Beaucoup ont peur, dans une ambiance de malheur et d’obscurité, et se demandent que faire.
Errol
Ce dimanche 19 janvier, la librairie LGBTQ+ et féministe Charis Books & More, à Decatur en Géorgie, organise un « mariage de masse pour le peuple ». Le lendemain, Donald Trump doit prêter serment pour devenir le 47e président des États-Unis. « Beaucoup ont peur, dans une ambiance de malheur et d’obscurité, et se demandent que faire. Je voulais qu’ils se rappellent qu’on peut être pragmatique et utiliser les outils de l’État », dit le quadragénaire, crâne dégarni et barbe rousse, le regard abrité par des lunettes à grosses montures.
Il poursuit en expliquant qu’en plus de l’amour qu’il vient sceller le mariage est un outil pour se protéger. Le retour à la Maison Blanche du milliardaire inquiète en effet : il a promis de s’attaquer à « la folie transgenre » ; lors de son mandat précédent, il a provoqué, en nommant des juges conservateurs à la Cour suprême, la fin de la garantie du droit à l’avortement ; et il envisageait des « expulsions de masse » des migrants sans titre de séjour dès le premier jour de son mandat.
Face à l’angoisse de sa communauté, Errol Anderson a orchestré cette cérémonie. D’ordinaire, la librairie organise des réunions et des ateliers en soutien aux personnes transgenres – mineures et adultes. L’idée d’un mariage groupé, ouvert à tous et toutes, est venue à Erroll d’un souvenir de 2017. Alors que Donald Trump va devenir président, un couple d’amis l’appelle. Ils veulent se marier, craignant que ce droit pour les personnes du même genre soit révoqué. Errol dispose de l’autorité nécessaire, ayant une licence de pasteur acquise en ligne.
Il marie ses amis quelques heures avant que Donald Trump, la main sur la Bible, ne jure de protéger la Constitution. Quatre ans plus tard, Errol répète la célébration et l’ouvre à tout le monde. « Il fallait rappeler aux gens qu’ils ne doivent pas baisser les bras, se réjouit-il.

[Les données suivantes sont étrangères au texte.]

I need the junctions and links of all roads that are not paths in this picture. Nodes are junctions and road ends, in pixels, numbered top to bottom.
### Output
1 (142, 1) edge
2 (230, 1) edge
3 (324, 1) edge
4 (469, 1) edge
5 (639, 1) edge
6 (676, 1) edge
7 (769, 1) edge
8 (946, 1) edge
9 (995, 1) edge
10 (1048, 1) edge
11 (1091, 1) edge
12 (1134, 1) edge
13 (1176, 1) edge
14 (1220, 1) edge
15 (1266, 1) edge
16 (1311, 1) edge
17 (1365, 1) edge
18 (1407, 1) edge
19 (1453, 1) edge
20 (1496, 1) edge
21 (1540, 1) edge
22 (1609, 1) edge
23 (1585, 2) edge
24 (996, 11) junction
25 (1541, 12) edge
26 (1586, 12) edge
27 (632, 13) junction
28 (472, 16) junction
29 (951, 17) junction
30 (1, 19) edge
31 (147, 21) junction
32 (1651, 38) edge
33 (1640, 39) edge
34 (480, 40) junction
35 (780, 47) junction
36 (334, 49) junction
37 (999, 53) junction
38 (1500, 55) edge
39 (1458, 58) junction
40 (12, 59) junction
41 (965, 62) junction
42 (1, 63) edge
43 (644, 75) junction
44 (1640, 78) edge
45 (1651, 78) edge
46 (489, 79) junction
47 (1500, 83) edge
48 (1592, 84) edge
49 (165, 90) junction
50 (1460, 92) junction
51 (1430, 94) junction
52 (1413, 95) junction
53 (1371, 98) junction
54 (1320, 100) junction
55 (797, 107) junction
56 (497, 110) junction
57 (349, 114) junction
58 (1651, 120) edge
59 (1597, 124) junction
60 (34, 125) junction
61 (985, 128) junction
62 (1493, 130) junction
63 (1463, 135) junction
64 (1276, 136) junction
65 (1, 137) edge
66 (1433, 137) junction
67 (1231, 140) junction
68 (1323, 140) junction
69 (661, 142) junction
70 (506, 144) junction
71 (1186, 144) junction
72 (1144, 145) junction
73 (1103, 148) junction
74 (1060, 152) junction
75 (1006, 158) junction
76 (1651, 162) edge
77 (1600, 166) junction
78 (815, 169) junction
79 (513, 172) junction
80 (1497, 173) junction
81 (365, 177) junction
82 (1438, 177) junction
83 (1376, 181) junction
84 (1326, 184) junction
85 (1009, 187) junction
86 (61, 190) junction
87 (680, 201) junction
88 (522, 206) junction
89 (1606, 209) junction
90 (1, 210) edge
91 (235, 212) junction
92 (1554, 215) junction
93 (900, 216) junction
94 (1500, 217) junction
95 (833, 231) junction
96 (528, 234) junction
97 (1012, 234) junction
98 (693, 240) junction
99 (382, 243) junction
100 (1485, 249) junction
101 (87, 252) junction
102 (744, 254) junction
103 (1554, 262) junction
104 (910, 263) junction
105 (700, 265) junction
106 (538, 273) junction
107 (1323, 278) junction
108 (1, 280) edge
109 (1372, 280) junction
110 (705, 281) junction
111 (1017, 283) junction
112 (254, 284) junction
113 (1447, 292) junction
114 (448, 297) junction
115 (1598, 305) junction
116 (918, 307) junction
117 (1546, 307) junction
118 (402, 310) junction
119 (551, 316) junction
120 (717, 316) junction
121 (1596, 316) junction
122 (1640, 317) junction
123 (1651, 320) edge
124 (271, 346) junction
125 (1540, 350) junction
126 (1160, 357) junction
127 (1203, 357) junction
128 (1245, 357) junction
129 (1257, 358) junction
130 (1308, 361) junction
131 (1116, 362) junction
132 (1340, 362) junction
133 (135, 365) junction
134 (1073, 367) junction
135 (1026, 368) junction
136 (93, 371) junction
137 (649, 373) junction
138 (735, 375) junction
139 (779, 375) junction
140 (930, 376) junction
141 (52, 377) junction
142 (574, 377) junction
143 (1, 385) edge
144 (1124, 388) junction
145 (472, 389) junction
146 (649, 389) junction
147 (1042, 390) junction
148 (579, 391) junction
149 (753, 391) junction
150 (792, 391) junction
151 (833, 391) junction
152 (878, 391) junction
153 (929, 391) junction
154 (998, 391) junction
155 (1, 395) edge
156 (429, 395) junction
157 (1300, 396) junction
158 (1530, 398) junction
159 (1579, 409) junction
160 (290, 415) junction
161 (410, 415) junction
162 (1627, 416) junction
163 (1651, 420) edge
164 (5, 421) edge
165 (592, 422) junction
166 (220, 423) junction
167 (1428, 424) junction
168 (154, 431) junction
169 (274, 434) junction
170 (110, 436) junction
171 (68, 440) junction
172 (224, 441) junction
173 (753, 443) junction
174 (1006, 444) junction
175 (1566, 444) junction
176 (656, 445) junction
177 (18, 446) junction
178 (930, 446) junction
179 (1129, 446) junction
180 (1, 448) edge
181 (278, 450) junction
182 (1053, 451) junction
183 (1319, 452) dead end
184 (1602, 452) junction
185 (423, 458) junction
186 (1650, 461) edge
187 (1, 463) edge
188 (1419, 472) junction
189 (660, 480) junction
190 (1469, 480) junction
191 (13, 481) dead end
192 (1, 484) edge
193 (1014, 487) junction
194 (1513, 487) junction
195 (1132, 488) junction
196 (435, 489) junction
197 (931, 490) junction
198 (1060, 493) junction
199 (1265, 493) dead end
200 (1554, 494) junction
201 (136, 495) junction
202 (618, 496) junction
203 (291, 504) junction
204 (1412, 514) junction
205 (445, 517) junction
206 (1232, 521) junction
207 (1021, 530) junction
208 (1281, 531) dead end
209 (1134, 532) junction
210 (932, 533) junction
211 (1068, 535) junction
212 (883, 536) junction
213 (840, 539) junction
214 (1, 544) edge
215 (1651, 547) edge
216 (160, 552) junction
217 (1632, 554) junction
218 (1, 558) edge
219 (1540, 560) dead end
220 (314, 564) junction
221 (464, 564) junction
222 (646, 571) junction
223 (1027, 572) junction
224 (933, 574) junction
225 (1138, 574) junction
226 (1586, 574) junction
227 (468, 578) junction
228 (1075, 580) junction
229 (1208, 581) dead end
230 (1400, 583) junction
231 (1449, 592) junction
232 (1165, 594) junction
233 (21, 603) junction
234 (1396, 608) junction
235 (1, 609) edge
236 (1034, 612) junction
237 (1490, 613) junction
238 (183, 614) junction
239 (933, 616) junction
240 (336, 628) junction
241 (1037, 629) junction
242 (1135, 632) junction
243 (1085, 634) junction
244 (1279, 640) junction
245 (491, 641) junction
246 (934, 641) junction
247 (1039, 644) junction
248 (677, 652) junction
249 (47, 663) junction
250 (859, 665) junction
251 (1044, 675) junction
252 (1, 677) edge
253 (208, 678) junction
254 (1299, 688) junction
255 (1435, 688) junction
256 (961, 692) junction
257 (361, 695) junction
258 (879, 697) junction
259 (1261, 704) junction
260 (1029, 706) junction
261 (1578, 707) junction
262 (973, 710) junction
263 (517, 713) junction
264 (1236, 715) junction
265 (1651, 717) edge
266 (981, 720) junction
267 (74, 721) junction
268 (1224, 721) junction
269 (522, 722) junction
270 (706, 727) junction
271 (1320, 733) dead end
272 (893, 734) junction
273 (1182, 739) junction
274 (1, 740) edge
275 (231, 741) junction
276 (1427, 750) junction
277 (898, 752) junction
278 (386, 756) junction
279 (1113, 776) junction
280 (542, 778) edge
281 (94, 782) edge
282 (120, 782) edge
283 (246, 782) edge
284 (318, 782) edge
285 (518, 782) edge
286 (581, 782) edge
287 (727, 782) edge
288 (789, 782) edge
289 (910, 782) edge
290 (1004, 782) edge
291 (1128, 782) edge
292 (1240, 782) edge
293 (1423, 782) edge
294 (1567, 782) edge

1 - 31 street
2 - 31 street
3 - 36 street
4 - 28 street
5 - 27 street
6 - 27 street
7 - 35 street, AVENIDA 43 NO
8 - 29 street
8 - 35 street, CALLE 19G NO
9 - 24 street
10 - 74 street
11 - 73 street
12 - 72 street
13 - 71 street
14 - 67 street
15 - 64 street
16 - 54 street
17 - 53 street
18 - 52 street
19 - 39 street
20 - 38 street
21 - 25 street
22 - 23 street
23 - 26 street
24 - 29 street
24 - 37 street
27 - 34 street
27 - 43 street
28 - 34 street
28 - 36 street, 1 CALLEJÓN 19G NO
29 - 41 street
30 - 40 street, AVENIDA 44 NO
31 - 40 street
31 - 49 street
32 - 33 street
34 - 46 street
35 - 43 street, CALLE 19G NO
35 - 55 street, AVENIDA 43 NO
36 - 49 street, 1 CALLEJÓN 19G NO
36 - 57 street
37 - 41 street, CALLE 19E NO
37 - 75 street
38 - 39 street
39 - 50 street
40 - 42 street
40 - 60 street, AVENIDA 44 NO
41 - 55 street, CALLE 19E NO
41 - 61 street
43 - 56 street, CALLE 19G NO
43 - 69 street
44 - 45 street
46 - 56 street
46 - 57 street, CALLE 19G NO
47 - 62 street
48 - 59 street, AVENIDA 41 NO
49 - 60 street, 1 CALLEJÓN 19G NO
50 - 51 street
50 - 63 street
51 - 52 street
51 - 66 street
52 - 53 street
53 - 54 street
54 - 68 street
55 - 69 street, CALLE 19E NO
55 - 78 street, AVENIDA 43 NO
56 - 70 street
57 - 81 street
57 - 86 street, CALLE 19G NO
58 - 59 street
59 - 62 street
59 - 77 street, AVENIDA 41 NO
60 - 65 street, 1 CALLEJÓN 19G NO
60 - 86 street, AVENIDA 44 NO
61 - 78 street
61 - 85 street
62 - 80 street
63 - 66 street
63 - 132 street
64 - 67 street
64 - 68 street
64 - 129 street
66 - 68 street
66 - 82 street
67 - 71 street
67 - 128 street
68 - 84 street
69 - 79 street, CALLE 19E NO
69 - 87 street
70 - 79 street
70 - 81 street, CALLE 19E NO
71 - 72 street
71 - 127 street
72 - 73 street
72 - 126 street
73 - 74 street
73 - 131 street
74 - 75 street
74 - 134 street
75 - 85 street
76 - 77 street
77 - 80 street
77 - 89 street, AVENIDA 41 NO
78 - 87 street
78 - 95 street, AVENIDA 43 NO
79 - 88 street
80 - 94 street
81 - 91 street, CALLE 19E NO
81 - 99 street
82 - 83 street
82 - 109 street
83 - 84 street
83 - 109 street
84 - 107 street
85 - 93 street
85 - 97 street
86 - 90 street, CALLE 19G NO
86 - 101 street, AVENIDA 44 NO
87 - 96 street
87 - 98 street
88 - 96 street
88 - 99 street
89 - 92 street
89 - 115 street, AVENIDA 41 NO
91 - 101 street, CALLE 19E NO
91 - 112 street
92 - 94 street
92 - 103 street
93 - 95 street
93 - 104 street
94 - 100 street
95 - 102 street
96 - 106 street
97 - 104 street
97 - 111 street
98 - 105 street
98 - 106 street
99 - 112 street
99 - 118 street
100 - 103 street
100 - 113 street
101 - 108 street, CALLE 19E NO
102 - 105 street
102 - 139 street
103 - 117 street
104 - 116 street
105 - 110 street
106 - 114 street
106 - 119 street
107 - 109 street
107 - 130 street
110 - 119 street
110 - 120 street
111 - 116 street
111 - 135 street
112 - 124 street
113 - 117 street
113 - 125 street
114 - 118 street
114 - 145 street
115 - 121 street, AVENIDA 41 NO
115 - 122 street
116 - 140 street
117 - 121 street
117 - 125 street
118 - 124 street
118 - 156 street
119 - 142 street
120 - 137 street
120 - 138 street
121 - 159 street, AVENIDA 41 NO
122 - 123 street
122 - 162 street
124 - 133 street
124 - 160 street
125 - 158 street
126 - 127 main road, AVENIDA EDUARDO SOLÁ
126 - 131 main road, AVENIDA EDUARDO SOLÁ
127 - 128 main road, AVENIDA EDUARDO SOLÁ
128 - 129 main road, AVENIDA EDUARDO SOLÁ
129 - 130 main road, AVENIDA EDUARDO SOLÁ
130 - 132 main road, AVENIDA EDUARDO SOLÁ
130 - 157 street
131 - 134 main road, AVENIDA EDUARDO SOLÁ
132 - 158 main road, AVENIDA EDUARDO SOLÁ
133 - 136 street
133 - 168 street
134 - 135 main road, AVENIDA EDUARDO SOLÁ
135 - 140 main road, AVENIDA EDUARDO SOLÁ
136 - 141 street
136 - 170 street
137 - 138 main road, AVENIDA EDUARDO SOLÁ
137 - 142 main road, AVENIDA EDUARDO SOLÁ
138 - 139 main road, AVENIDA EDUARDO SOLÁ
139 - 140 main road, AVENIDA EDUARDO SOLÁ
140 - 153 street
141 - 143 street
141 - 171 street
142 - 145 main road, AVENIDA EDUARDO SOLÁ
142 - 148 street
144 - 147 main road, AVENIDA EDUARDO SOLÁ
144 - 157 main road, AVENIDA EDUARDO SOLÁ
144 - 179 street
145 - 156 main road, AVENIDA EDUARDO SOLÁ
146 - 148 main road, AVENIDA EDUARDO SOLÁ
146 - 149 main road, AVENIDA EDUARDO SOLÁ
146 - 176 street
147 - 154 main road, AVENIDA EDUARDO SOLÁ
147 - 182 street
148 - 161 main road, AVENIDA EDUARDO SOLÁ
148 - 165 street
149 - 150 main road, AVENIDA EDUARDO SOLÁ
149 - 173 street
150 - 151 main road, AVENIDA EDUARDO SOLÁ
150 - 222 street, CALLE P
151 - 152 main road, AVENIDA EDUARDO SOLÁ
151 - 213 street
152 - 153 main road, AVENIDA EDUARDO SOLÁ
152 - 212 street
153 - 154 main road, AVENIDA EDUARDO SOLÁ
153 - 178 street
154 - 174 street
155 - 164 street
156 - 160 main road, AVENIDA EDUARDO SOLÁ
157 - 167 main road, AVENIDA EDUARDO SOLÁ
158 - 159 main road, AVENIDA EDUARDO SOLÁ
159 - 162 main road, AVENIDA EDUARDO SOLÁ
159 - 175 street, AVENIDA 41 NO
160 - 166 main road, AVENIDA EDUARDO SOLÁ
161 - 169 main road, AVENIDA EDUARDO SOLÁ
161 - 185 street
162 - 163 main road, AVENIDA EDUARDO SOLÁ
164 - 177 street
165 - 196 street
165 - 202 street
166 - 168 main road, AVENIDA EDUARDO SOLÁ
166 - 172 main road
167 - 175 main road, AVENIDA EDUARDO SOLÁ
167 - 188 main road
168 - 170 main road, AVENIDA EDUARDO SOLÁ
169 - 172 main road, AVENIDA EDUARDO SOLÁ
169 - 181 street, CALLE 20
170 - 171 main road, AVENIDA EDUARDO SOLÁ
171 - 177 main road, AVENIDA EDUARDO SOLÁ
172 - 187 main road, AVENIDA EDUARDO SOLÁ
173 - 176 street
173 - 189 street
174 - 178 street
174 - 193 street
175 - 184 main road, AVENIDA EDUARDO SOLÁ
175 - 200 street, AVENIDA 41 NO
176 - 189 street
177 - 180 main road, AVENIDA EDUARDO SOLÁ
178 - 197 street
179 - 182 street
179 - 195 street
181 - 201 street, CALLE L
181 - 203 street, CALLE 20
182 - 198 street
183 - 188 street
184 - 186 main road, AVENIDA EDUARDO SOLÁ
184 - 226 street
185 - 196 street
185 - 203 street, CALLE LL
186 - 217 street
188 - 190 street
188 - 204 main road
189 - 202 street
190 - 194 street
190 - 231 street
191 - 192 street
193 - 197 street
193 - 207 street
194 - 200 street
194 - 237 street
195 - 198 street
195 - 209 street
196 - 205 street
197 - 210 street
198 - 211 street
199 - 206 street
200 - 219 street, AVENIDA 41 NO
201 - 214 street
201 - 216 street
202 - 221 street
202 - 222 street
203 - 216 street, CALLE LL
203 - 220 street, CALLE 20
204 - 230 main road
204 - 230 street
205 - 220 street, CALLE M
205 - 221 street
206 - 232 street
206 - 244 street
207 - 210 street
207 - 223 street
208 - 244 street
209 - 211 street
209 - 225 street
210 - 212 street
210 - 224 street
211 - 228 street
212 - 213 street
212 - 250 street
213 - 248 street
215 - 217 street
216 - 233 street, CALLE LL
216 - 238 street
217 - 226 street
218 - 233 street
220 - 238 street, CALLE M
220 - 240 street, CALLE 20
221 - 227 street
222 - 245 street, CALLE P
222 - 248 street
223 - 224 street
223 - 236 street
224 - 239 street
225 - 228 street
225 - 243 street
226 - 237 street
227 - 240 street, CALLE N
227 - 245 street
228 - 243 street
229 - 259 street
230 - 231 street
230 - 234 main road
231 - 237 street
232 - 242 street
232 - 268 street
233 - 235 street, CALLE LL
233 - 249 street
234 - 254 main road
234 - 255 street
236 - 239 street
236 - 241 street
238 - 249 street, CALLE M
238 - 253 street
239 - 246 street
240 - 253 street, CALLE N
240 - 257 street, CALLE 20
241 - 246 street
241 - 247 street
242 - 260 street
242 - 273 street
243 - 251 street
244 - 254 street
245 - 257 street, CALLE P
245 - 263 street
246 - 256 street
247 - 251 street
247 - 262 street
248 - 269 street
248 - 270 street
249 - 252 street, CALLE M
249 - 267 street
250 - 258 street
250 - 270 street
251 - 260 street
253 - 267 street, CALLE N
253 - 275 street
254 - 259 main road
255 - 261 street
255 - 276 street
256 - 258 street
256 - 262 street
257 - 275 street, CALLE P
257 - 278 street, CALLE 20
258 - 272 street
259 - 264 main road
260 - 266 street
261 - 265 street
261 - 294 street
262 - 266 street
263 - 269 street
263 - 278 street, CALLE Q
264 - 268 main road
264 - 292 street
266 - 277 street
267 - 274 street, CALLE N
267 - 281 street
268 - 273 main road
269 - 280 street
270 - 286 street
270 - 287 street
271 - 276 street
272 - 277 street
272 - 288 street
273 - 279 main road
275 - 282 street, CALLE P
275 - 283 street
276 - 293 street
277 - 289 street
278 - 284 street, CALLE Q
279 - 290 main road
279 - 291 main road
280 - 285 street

C’est si agréable que toutes ces personnes se concentrent sur quelque chose de positif, qu’elles se retrouvent dans une communauté pour trouver le meilleur moyen d’être ensemble, et ne se focalisent pas sur l’aspect négatif de la période à venir. »
« On ne sait pas ce que le gouvernement va faire »
Les couples se regardent, se tiennent par le bras ou enlacés. Leurs proches et leurs ami·es viennent les embrasser. Un joyeux brouhaha a remplacé le silence habituel de la boutique. « C’était magnifique de voir ma sœur se marier », s’émeut une personne, aux côtés de ses parents. Son père renchérit : « J’ai adoré ». Il le répète trois fois. « Que les gens soient eux-mêmes, et au diable ceux qui ne comprennent pas que l’amour est pour tout le monde. »
Sa voix s’étrangle, il s’en excuse. « Ma fille est heureuse, elle réalise son rêve de pouvoir exprimer son amour pour la personne de son choix. » Sa mère ajoute : « C’est important de le faire maintenant, on ne sait pas ce que le gouvernement va faire. » Puis la troupe part étreindre la mariée et sa femme. Si Donald Trump n’a pas menacé le mariage pour les couples de même genre, la crainte est cependant présente chez certains ce dimanche, et pour les autres, il s’agit d’envoyer un message.
Les couples sortent de la boutique, acclamés sur le porche. Allie McCullen, 35 ans, et son désormais mari, Loren Milliken, 40 ans, restent dans la salle. « On voulait se marier avec des personnes qui pensent comme nous. Je l’ai vu comme un acte de résistance politique avant l’investiture », explique le mari, transgenre. Le couple est ensemble depuis huit ans. Les derniers mois ne les ont pas épargnés.
« J’ai surveillé l’élection de très près. C’était une sensation étrange d’être la cible pendant la campagne. C’est clair que le gouvernement de Trump ne soutient pas les personnes queers », continue Loren Milliken. Le couple avait prévu de se marier. Mais ils ont décidé de « le faire plus rapidement, au cas où », explique Allie McCullen, un bouquet de tulipes rouges à la main. Ces mariages « nous rappellent que, peu importe ce qui arrive, ces quatre prochaines années, nous avons une très belle communauté qui nous soutiendra jusqu’au bout », poursuit-elle.
Le remède au désespoir politique, c’est l’action.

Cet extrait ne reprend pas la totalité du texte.